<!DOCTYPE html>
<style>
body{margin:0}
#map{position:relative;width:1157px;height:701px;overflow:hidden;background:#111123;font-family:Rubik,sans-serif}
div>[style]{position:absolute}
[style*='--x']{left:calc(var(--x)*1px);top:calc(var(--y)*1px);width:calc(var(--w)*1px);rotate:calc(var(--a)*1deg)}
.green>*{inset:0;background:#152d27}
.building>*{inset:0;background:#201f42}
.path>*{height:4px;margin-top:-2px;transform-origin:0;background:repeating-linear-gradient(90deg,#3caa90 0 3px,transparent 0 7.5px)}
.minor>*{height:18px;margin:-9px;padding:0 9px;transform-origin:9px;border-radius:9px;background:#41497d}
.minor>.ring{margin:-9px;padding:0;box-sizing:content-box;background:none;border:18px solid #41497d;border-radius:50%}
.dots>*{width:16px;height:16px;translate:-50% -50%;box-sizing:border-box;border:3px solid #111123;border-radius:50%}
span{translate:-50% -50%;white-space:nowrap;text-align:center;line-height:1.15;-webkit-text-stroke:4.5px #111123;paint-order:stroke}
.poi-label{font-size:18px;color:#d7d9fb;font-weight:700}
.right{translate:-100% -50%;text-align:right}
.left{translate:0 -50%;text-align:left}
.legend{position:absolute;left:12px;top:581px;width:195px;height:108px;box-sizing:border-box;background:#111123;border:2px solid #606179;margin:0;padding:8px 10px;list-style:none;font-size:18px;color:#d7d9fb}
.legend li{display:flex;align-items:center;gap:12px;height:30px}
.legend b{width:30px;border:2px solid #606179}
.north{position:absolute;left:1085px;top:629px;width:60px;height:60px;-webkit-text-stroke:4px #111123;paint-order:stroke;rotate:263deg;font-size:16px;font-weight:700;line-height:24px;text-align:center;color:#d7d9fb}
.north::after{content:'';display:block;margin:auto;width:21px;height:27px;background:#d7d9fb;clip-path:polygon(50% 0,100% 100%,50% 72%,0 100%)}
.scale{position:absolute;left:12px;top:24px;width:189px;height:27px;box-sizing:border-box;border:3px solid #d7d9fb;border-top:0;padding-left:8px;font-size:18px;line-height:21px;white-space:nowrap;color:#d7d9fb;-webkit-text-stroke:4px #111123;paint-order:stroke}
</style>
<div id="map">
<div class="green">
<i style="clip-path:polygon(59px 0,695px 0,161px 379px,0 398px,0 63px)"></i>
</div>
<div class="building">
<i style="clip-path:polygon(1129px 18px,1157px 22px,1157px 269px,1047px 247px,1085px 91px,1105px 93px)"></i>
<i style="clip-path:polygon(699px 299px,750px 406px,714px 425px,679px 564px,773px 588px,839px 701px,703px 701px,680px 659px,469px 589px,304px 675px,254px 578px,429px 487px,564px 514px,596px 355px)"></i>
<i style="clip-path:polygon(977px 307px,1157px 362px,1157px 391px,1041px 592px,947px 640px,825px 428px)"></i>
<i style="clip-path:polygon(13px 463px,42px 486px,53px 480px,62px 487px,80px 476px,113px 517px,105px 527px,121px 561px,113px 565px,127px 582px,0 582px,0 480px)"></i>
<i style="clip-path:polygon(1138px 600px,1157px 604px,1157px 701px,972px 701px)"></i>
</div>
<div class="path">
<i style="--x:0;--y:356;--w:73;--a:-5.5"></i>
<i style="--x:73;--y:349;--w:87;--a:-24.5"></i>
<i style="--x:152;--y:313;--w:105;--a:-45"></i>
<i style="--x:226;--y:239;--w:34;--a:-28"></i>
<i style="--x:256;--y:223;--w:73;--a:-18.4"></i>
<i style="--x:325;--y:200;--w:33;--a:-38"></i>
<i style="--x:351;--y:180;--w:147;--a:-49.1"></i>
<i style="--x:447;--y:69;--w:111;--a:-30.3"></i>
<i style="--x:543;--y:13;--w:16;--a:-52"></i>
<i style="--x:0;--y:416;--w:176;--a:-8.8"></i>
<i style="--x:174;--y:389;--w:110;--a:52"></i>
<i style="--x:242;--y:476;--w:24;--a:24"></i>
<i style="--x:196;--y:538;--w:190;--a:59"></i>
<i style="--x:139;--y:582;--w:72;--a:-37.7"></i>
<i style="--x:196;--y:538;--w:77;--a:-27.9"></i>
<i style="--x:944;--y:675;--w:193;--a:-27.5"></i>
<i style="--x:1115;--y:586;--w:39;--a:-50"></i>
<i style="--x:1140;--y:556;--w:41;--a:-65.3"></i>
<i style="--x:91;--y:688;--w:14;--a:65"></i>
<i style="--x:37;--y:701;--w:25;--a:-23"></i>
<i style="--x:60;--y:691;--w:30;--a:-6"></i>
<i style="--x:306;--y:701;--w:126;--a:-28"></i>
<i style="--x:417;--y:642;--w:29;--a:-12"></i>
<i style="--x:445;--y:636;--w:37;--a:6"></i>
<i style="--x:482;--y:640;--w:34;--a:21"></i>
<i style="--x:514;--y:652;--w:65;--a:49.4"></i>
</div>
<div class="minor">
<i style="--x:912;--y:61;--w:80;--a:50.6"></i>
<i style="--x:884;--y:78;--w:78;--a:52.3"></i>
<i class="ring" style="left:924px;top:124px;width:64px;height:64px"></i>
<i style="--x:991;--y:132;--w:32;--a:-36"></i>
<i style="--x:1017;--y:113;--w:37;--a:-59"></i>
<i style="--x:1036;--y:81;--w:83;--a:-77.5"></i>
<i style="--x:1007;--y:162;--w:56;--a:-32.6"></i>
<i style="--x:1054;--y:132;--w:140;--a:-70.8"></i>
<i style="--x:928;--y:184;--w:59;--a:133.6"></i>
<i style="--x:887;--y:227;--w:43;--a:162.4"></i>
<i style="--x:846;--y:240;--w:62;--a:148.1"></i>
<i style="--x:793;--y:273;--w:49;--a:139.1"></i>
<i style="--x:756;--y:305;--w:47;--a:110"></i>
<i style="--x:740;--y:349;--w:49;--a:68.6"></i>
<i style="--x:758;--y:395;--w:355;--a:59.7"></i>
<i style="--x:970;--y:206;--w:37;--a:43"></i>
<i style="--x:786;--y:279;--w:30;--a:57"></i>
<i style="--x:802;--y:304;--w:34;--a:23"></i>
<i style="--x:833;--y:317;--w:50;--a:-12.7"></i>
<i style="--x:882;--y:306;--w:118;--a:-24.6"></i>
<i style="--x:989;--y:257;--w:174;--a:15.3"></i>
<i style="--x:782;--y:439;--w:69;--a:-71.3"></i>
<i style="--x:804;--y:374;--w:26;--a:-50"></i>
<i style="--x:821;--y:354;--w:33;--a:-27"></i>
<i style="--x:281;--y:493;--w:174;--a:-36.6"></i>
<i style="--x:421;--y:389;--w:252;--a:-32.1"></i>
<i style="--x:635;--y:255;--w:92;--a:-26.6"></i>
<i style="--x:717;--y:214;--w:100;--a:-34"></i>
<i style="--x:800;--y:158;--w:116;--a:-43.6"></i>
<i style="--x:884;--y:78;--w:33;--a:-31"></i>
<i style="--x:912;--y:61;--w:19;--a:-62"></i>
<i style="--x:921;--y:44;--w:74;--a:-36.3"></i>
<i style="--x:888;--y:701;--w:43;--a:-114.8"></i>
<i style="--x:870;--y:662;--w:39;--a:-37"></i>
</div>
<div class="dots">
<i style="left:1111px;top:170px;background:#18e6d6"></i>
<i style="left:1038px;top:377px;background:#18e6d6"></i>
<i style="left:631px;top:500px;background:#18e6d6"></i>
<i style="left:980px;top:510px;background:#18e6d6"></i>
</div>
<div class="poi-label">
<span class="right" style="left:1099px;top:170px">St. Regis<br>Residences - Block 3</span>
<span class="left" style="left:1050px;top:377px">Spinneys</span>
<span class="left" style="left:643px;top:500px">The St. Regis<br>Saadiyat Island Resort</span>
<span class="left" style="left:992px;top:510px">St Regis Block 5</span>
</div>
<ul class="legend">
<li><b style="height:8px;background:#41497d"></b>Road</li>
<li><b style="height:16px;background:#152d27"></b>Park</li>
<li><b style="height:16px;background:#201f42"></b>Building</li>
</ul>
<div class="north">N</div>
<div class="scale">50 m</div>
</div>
◆ ◆ ◆ ◆ ◆ ◆ ◆
» **TASK GOAL**
In the records above, return precisely the line containing "- Block 3</span>" and each line that comes after it, up to the final one.

» **REPLY**
<span class="right" style="left:1099px;top:170px">St. Regis<br>Residences - Block 3</span>
<span class="left" style="left:1050px;top:377px">Spinneys</span>
<span class="left" style="left:643px;top:500px">The St. Regis<br>Saadiyat Island Resort</span>
<span class="left" style="left:992px;top:510px">St Regis Block 5</span>
</div>
<ul class="legend">
<li><b style="height:8px;background:#41497d"></b>Road</li>
<li><b style="height:16px;background:#152d27"></b>Park</li>
<li><b style="height:16px;background:#201f42"></b>Building</li>
</ul>
<div class="north">N</div>
<div class="scale">50 m</div>
</div>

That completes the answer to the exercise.